Quote from: imtommygunn on April 05, 2024, 09:54:11 AMIt's the stuff round bloody sunday etc that gets me on her. The whys and wherefores of the whole thing aside it's just so antagonistic and disrespectful.She is a product of her upbringing and background. Though they would try to say otherwise the DUP's demographic is a mirror image of SF's which includes ultra loyalist/republican opinion through to more main stream. Like many SF politicians Lockhart panders to that loyalist bloc for votes.
Quote from: weareros on April 04, 2024, 04:29:39 PMJohn Doyle from DCU did a full study on that - showed that Irish gov would only incur about £2-3bn of the UK subvention cost when you extract the security/defence costs, NI's contribution to UK national debt and pensions.It was John Doyle who presented at the conference I attended. He said their work is ongoing.

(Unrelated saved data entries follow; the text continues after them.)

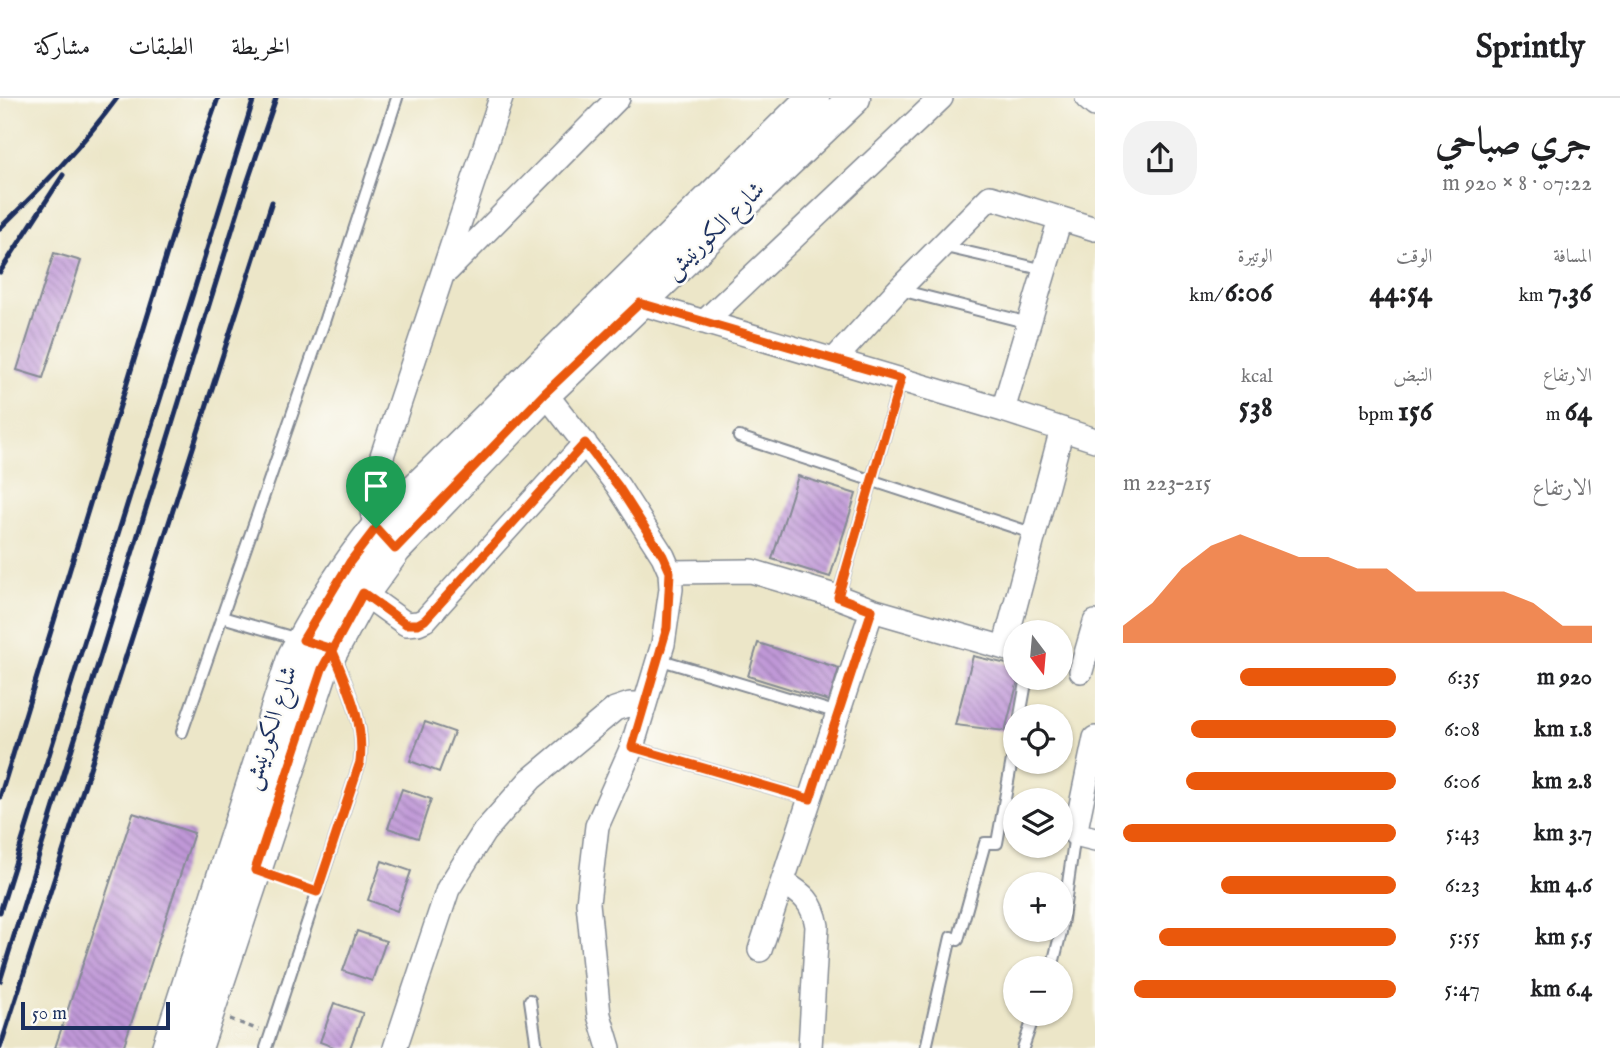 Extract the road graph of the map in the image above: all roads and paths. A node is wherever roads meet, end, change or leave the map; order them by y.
1 (397, 98) edge
2 (501, 98) edge
3 (618, 98) edge
4 (813, 98) edge
5 (854, 98) edge
6 (941, 98) edge
7 (1087, 98) edge
8 (1095, 105) edge
9 (1060, 219) junction
10 (1095, 229) edge
11 (941, 246) junction
12 (1045, 270) junction
13 (444, 275) junction
14 (898, 290) junction
15 (640, 303) junction
16 (704, 322) junction
17 (1029, 324) junction
18 (834, 360) junction
19 (901, 379) junction
20 (545, 393) junction
21 (1003, 410) junction
22 (1062, 429) junction
23 (739, 438) dead end
24 (1095, 440) edge
25 (585, 443) junction
26 (871, 480) junction
27 (1035, 534) junction
28 (385, 539) junction
29 (670, 572) junction
30 (363, 593) junction
31 (838, 597) junction
32 (872, 610) junction
33 (222, 617) junction
34 (1016, 620) edge
35 (1095, 622) edge
36 (317, 645) junction
37 (1003, 648) edge
38 (658, 659) junction
39 (1079, 670) edge
40 (643, 704) junction
41 (838, 713) junction
42 (182, 732) dead end
43 (1095, 738) edge
44 (632, 747) junction
45 (1009, 774) edge
46 (810, 799) junction
47 (1085, 837) edge
48 (255, 870) junction
49 (783, 882) junction
50 (317, 892) junction
51 (760, 950) dead end
52 (1055, 956) edge
53 (530, 1000) dead end
54 (209, 1011) junction
55 (1031, 1026) edge
56 (271, 1035) junction
57 (168, 1048) edge
58 (196, 1048) edge
59 (266, 1048) edge
60 (395, 1048) edge
61 (537, 1048) edge
62 (609, 1048) edge
63 (810, 1048) edge
64 (926, 1048) edge
65 (1023, 1048) edge

1 - 33 lane
2 - 13 street
3 - 13 street
4 - 28 street, شارع الكورنيش
5 - 15 street, شارع الكورنيش
6 - 16 street
7 - 8 street
9 - 10 street
9 - 11 street
9 - 12 street
11 - 12 lane
11 - 14 street
12 - 17 street
13 - 28 street
14 - 17 lane
14 - 18 street
15 - 16 street
15 - 20 street, شارع الكورنيش
16 - 18 street
17 - 21 street
18 - 19 street
19 - 21 street
19 - 26 lane
20 - 25 street
20 - 28 street, شارع الكورنيش
21 - 22 street
22 - 24 street
22 - 27 street
23 - 26 lane
25 - 29 street
25 - 30 street
26 - 27 lane
26 - 31 lane
27 - 34 street
28 - 30 street, شارع الكورنيش
28 - 36 street, شارع الكورنيش
29 - 31 street
29 - 38 street
30 - 36 street, شارع الكورنيش
31 - 32 street
32 - 37 street
32 - 41 street
33 - 36 lane
33 - 42 lane
35 - 39 street
36 - 48 street, شارع الكورنيش
36 - 50 lane
36 - 57 street, شارع الكورنيش
38 - 40 street
38 - 41 lane
40 - 44 street
40 - 60 street
41 - 46 street
43 - 47 street
44 - 46 lane
44 - 62 street
45 - 64 lane
46 - 49 street
47 - 52 lane
48 - 50 path
48 - 54 street, شارع الكورنيش
49 - 51 street
49 - 63 street
50 - 56 lane
53 - 61 lane
54 - 56 path
54 - 58 street, شارع الكورنيش
55 - 65 lane
56 - 59 lane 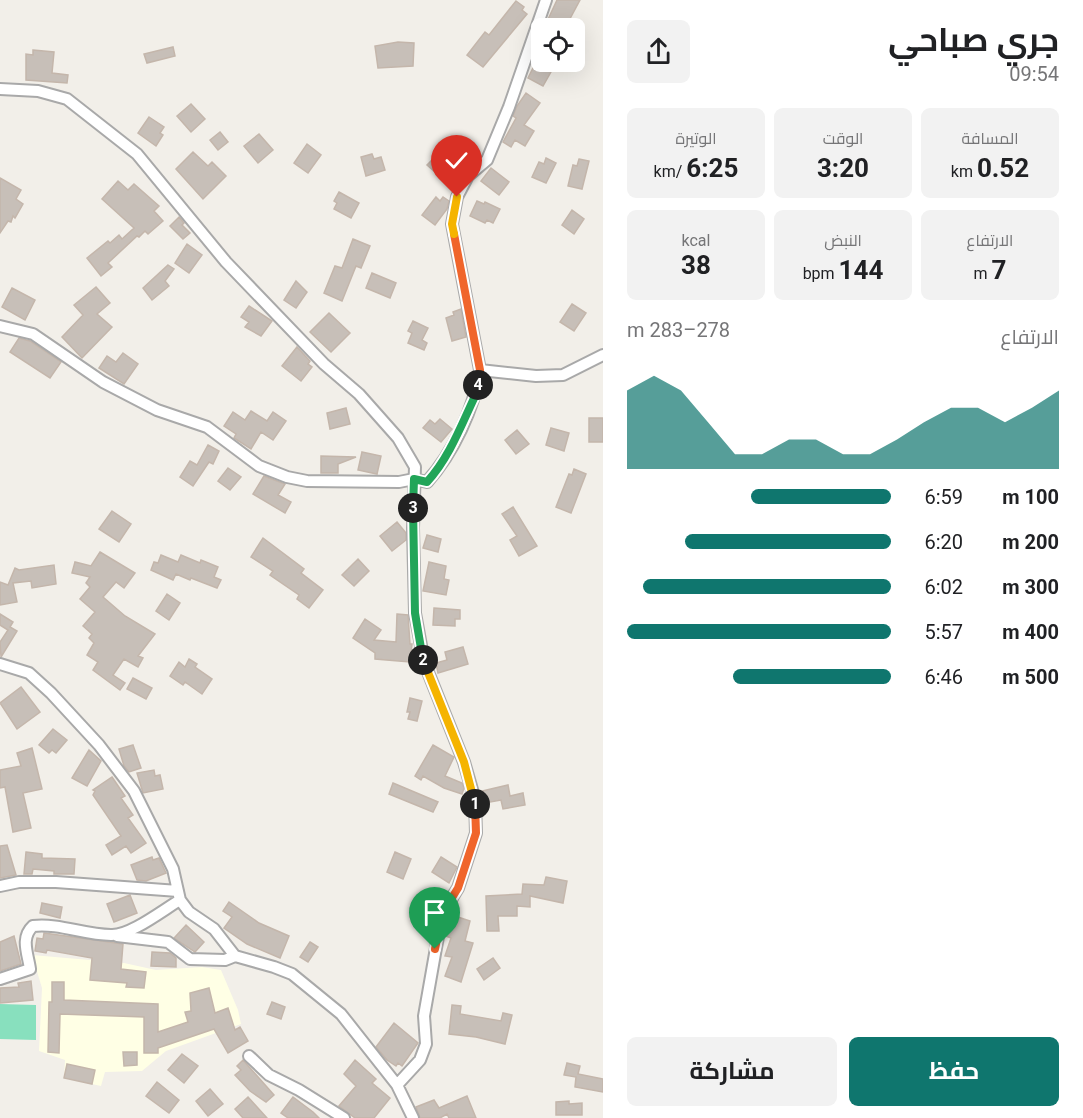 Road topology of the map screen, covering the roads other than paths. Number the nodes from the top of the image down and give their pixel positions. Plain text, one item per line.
1 (546, 0) edge
2 (0, 89) edge
3 (0, 326) edge
4 (603, 355) edge
5 (480, 370) junction
6 (414, 479) junction
7 (0, 664) edge
8 (0, 886) edge
9 (179, 895) junction
10 (112, 936) junction
11 (236, 956) junction
12 (0, 979) edge
13 (249, 1056) dead end
14 (397, 1085) junction
15 (344, 1118) edge
16 (413, 1118) edge

1 - 5 street
2 - 6 street
3 - 6 street
4 - 5 street
5 - 6 street
6 - 14 street
7 - 9 street
8 - 9 street
9 - 10 street
9 - 11 street
10 - 11 street
10 - 12 street
11 - 14 street
13 - 15 street
14 - 16 street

The biggest challenge will be upping productivity in the North which is between 40 and 60% behind the South.
Quote from: clonadmad on April 04, 2024, 03:48:39 PMHaving read through the 11 pages of the actual report,it would be handed back to an Economics Undergraduate and He/She would be told to consider another career routeKevin Meagher has said much the same, I think he called it a nonsense.
The Authors base their case for starters on an assumption that they know the amount of UK subvention into NI every Year,which is news to anyone versed in these matters as the UK government has never stated an exact total or given an exact breakdown
They then assume that a UI would need to match the current NI contribution to a UK defence Budget,(no thanks Lads,We wont be paying for Trident or Aircraft Carriers)or continue to pay a pro rata portion of UK Debt AFTER NI had left the UK or that the UK would reneage on pension contributions by NI workers paid into the UK pension pot when NI was part of the Uk.
Those 3 areas alone come to anywhere between £5 and £7 bn per annum.
it also assumes that growth rates and productivity are stuck to the floor over the next 20 years, takes no account of the savings or synergy brought about by an All Island Economy and takes no account of inputs from the likes of the EU or FDI going into the 6 counties at 26 counties levels.